▶ _Task to complete_:
Each entry should be written out once more, exactly as given below.
——
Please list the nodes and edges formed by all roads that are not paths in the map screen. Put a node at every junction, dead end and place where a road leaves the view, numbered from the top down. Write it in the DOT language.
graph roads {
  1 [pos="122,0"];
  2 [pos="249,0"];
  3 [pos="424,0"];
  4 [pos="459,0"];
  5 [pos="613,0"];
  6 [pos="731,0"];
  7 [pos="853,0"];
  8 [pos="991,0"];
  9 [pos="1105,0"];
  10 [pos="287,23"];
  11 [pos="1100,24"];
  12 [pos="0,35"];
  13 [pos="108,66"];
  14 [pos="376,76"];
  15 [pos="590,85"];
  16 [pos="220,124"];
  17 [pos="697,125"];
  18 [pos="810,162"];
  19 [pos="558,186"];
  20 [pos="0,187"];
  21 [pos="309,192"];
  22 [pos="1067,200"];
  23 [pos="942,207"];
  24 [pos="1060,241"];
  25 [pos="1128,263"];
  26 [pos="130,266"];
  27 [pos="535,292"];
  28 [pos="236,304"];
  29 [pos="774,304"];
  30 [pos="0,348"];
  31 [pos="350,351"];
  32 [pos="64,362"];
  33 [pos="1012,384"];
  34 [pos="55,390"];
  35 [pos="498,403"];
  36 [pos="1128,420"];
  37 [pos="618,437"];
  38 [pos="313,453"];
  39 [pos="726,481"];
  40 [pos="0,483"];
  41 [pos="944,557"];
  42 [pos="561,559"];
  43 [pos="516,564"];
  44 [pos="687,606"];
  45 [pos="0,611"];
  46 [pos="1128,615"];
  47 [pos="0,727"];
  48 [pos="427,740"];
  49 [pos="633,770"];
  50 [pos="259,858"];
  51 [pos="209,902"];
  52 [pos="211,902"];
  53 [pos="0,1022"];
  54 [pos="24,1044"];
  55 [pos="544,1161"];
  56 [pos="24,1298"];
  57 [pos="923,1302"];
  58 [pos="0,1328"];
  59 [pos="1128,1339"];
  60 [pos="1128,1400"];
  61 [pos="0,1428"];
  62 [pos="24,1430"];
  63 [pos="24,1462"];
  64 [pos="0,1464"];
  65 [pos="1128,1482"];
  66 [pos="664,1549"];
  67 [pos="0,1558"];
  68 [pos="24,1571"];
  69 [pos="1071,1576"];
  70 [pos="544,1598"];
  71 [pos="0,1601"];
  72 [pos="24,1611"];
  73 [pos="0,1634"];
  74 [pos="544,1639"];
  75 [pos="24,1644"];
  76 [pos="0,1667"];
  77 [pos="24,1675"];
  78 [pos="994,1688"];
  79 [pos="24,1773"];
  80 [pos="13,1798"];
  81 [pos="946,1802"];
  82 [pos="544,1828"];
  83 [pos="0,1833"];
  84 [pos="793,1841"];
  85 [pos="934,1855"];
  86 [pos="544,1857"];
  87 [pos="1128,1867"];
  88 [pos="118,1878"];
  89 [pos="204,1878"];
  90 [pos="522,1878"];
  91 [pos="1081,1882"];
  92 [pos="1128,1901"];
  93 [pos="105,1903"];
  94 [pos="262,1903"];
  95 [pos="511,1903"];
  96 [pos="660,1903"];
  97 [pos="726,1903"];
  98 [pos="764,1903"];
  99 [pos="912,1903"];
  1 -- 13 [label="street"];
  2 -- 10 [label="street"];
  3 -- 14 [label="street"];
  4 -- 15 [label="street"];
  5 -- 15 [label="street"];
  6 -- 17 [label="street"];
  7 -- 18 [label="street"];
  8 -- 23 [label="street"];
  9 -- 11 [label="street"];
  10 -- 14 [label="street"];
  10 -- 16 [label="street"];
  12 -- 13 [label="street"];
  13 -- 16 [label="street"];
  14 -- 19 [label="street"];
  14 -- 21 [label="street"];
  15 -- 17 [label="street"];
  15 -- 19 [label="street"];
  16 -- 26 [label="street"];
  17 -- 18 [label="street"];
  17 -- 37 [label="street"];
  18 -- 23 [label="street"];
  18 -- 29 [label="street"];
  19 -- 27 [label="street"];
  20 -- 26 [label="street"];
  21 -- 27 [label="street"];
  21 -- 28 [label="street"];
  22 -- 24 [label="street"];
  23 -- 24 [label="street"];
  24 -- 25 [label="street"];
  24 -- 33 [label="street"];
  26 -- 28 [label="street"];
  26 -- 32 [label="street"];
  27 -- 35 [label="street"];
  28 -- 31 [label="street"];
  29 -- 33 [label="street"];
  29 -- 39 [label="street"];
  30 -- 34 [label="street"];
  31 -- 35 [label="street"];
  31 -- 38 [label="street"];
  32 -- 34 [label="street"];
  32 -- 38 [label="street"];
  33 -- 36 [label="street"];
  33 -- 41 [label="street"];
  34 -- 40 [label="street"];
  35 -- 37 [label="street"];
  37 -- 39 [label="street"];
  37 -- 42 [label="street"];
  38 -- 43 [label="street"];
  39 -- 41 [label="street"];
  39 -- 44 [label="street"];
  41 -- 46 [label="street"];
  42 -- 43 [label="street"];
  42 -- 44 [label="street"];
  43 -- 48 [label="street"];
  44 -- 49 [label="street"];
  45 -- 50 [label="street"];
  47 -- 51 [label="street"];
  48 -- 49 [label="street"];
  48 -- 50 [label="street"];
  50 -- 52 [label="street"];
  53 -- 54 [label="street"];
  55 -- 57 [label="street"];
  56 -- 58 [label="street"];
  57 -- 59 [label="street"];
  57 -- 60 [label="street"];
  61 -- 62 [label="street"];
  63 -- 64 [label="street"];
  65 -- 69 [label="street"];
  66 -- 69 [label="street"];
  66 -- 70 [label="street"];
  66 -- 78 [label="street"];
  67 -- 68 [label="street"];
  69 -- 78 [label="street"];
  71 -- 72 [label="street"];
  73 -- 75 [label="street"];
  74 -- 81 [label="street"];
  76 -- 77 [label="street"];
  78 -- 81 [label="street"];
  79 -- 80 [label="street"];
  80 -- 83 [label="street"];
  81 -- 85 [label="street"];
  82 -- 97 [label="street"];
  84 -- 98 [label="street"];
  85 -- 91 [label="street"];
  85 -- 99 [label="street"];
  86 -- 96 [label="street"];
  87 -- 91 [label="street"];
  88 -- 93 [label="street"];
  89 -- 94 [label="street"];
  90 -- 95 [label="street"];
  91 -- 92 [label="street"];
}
——
▶ _Response area_:
Please list the nodes and edges formed by all roads that are not paths in the map screen. Put a node at every junction, dead end and place where a road leaves the view, numbered from the top down. Write it in the DOT language.
graph roads {
  1 [pos="122,0"];
  2 [pos="249,0"];
  3 [pos="424,0"];
  4 [pos="459,0"];
  5 [pos="613,0"];
  6 [pos="731,0"];
  7 [pos="853,0"];
  8 [pos="991,0"];
  9 [pos="1105,0"];
  10 [pos="287,23"];
  11 [pos="1100,24"];
  12 [pos="0,35"];
  13 [pos="108,66"];
  14 [pos="376,76"];
  15 [pos="590,85"];
  16 [pos="220,124"];
  17 [pos="697,125"];
  18 [pos="810,162"];
  19 [pos="558,186"];
  20 [pos="0,187"];
  21 [pos="309,192"];
  22 [pos="1067,200"];
  23 [pos="942,207"];
  24 [pos="1060,241"];
  25 [pos="1128,263"];
  26 [pos="130,266"];
  27 [pos="535,292"];
  28 [pos="236,304"];
  29 [pos="774,304"];
  30 [pos="0,348"];
  31 [pos="350,351"];
  32 [pos="64,362"];
  33 [pos="1012,384"];
  34 [pos="55,390"];
  35 [pos="498,403"];
  36 [pos="1128,420"];
  37 [pos="618,437"];
  38 [pos="313,453"];
  39 [pos="726,481"];
  40 [pos="0,483"];
  41 [pos="944,557"];
  42 [pos="561,559"];
  43 [pos="516,564"];
  44 [pos="687,606"];
  45 [pos="0,611"];
  46 [pos="1128,615"];
  47 [pos="0,727"];
  48 [pos="427,740"];
  49 [pos="633,770"];
  50 [pos="259,858"];
  51 [pos="209,902"];
  52 [pos="211,902"];
  53 [pos="0,1022"];
  54 [pos="24,1044"];
  55 [pos="544,1161"];
  56 [pos="24,1298"];
  57 [pos="923,1302"];
  58 [pos="0,1328"];
  59 [pos="1128,1339"];
  60 [pos="1128,1400"];
  61 [pos="0,1428"];
  62 [pos="24,1430"];
  63 [pos="24,1462"];
  64 [pos="0,1464"];
  65 [pos="1128,1482"];
  66 [pos="664,1549"];
  67 [pos="0,1558"];
  68 [pos="24,1571"];
  69 [pos="1071,1576"];
  70 [pos="544,1598"];
  71 [pos="0,1601"];
  72 [pos="24,1611"];
  73 [pos="0,1634"];
  74 [pos="544,1639"];
  75 [pos="24,1644"];
  76 [pos="0,1667"];
  77 [pos="24,1675"];
  78 [pos="994,1688"];
  79 [pos="24,1773"];
  80 [pos="13,1798"];
  81 [pos="946,1802"];
  82 [pos="544,1828"];
  83 [pos="0,1833"];
  84 [pos="793,1841"];
  85 [pos="934,1855"];
  86 [pos="544,1857"];
  87 [pos="1128,1867"];
  88 [pos="118,1878"];
  89 [pos="204,1878"];
  90 [pos="522,1878"];
  91 [pos="1081,1882"];
  92 [pos="1128,1901"];
  93 [pos="105,1903"];
  94 [pos="262,1903"];
  95 [pos="511,1903"];
  96 [pos="660,1903"];
  97 [pos="726,1903"];
  98 [pos="764,1903"];
  99 [pos="912,1903"];
  1 -- 13 [label="street"];
  2 -- 10 [label="street"];
  3 -- 14 [label="street"];
  4 -- 15 [label="street"];
  5 -- 15 [label="street"];
  6 -- 17 [label="street"];
  7 -- 18 [label="street"];
  8 -- 23 [label="street"];
  9 -- 11 [label="street"];
  10 -- 14 [label="street"];
  10 -- 16 [label="street"];
  12 -- 13 [label="street"];
  13 -- 16 [label="street"];
  14 -- 19 [label="street"];
  14 -- 21 [label="street"];
  15 -- 17 [label="street"];
  15 -- 19 [label="street"];
  16 -- 26 [label="street"];
  17 -- 18 [label="street"];
  17 -- 37 [label="street"];
  18 -- 23 [label="street"];
  18 -- 29 [label="street"];
  19 -- 27 [label="street"];
  20 -- 26 [label="street"];
  21 -- 27 [label="street"];
  21 -- 28 [label="street"];
  22 -- 24 [label="street"];
  23 -- 24 [label="street"];
  24 -- 25 [label="street"];
  24 -- 33 [label="street"];
  26 -- 28 [label="street"];
  26 -- 32 [label="street"];
  27 -- 35 [label="street"];
  28 -- 31 [label="street"];
  29 -- 33 [label="street"];
  29 -- 39 [label="street"];
  30 -- 34 [label="street"];
  31 -- 35 [label="street"];
  31 -- 38 [label="street"];
  32 -- 34 [label="street"];
  32 -- 38 [label="street"];
  33 -- 36 [label="street"];
  33 -- 41 [label="street"];
  34 -- 40 [label="street"];
  35 -- 37 [label="street"];
  37 -- 39 [label="street"];
  37 -- 42 [label="street"];
  38 -- 43 [label="street"];
  39 -- 41 [label="street"];
  39 -- 44 [label="street"];
  41 -- 46 [label="street"];
  42 -- 43 [label="street"];
  42 -- 44 [label="street"];
  43 -- 48 [label="street"];
  44 -- 49 [label="street"];
  45 -- 50 [label="street"];
  47 -- 51 [label="street"];
  48 -- 49 [label="street"];
  48 -- 50 [label="street"];
  50 -- 52 [label="street"];
  53 -- 54 [label="street"];
  55 -- 57 [label="street"];
  56 -- 58 [label="street"];
  57 -- 59 [label="street"];
  57 -- 60 [label="street"];
  61 -- 62 [label="street"];
  63 -- 64 [label="street"];
  65 -- 69 [label="street"];
  66 -- 69 [label="street"];
  66 -- 70 [label="street"];
  66 -- 78 [label="street"];
  67 -- 68 [label="street"];
  69 -- 78 [label="street"];
  71 -- 72 [label="street"];
  73 -- 75 [label="street"];
  74 -- 81 [label="street"];
  76 -- 77 [label="street"];
  78 -- 81 [label="street"];
  79 -- 80 [label="street"];
  80 -- 83 [label="street"];
  81 -- 85 [label="street"];
  82 -- 97 [label="street"];
  84 -- 98 [label="street"];
  85 -- 91 [label="street"];
  85 -- 99 [label="street"];
  86 -- 96 [label="street"];
  87 -- 91 [label="street"];
  88 -- 93 [label="street"];
  89 -- 94 [label="street"];
  90 -- 95 [label="street"];
  91 -- 92 [label="street"];
}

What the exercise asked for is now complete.